No institution is allowed to touch any stock below 5 dollar mark. Just FYI.
Benk and all,
How ya'll doing??
MM's don't care about future events, unless they DO ACTUALLY KNOW NEWS B4 HAND they will place themselfs on the side they need to be with regard to that specific news couple of days b4 the news comes out.
In my opinion, they dont play like that in this case. They live from rotating/turning over their share inventory. They add at the bid and sell at the spread above. If you see L2 many times you see the same MM sitting on both sides (bid & ask).
Other play they do, that if they have huge inventory they put a HUGE SELL ORDER on the ask to creat panic and thus in many cases if not all they DO drive the down while shorting on the bid nad then buy lower.
They know their thing inside out, and they screw with whomever they want whenever they want.
Until there are some considerable and tangible news and plans, and I mean TANGIBLE, THEY WILL NOT DRIVE THIS STOCK ANY HIGHER.
This is my opinion.
any comments?
wstinsider
lol.. depends how u define strong hands.... people are frustrated and not selling here at this point is another story....
In my case I dont mind to wait 2 or 3 more years after waiting 10+ for this to come to fruition...

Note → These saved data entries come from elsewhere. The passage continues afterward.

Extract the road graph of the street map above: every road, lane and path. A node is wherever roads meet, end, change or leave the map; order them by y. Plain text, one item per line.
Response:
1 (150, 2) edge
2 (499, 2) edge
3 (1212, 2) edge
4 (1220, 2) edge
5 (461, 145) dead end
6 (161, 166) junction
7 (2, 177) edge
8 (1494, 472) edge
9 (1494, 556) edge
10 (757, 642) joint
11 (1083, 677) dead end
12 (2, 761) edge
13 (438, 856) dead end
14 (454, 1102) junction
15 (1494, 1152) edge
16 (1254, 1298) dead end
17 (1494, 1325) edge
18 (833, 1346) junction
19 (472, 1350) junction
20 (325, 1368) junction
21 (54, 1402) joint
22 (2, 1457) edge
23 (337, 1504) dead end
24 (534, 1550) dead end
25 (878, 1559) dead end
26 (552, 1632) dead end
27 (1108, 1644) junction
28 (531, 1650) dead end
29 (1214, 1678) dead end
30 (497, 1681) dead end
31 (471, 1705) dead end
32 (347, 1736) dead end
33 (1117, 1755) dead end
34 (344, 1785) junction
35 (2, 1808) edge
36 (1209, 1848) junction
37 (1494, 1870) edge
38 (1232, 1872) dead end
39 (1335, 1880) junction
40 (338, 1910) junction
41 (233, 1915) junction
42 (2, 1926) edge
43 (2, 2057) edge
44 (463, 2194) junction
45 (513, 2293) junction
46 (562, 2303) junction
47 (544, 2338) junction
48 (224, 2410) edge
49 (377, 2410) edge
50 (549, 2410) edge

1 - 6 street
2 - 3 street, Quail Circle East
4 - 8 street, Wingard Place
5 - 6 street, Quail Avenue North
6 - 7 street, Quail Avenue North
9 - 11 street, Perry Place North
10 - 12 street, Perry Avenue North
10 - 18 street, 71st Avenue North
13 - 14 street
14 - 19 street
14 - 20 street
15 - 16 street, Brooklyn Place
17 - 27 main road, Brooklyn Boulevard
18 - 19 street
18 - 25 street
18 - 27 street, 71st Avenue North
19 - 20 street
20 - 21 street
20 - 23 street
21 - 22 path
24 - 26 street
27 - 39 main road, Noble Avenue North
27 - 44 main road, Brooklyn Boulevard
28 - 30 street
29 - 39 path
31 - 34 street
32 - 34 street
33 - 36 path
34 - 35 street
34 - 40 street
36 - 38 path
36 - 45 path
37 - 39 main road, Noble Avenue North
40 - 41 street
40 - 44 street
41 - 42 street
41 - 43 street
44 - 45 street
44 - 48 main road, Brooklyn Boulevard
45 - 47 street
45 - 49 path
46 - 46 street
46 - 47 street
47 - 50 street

the order of factors does not alter the product....at the end if this is a good product as they and we believe it is this alone should propel the price to where the market believe it should be.
Being a dreamer or a moaner at this point will not help on neither side of the coin.
just a little input of what i believe.
regards.
sky
pls send me the email to techtrader@me.com
tnx
benk can you email me... techtrader@me.com
tnx
Benk
I understand and I appreciate your reply. Sorry I was so bold to ask that.
Another question for u....if not a problem....
If you were Ed, what will you do differently today. And with that being said, what u think would be, a chronological time of events going forward.
Where you see the Co. after 1st order is made and where would you expect the share price to be lets say in a year from now? what value this has? how much are worth all this patents? now all we have is commitments..... to the 10mm australian guy who funded us and to all shareholders.
what will it take to see 10-15 per share here?
I am asking you this as i see how you think and believe... so i wonder if u can answer this questions for us....
If u feel more confortable writing it to my email pls do so to techtrader@me.com
Tnx and nice to meet you my friend.
take care.
Benk
out of curiosity, how many shares are you holding now? 200 300 400k? more?
sorry the question but you seem very related and involved in this Co.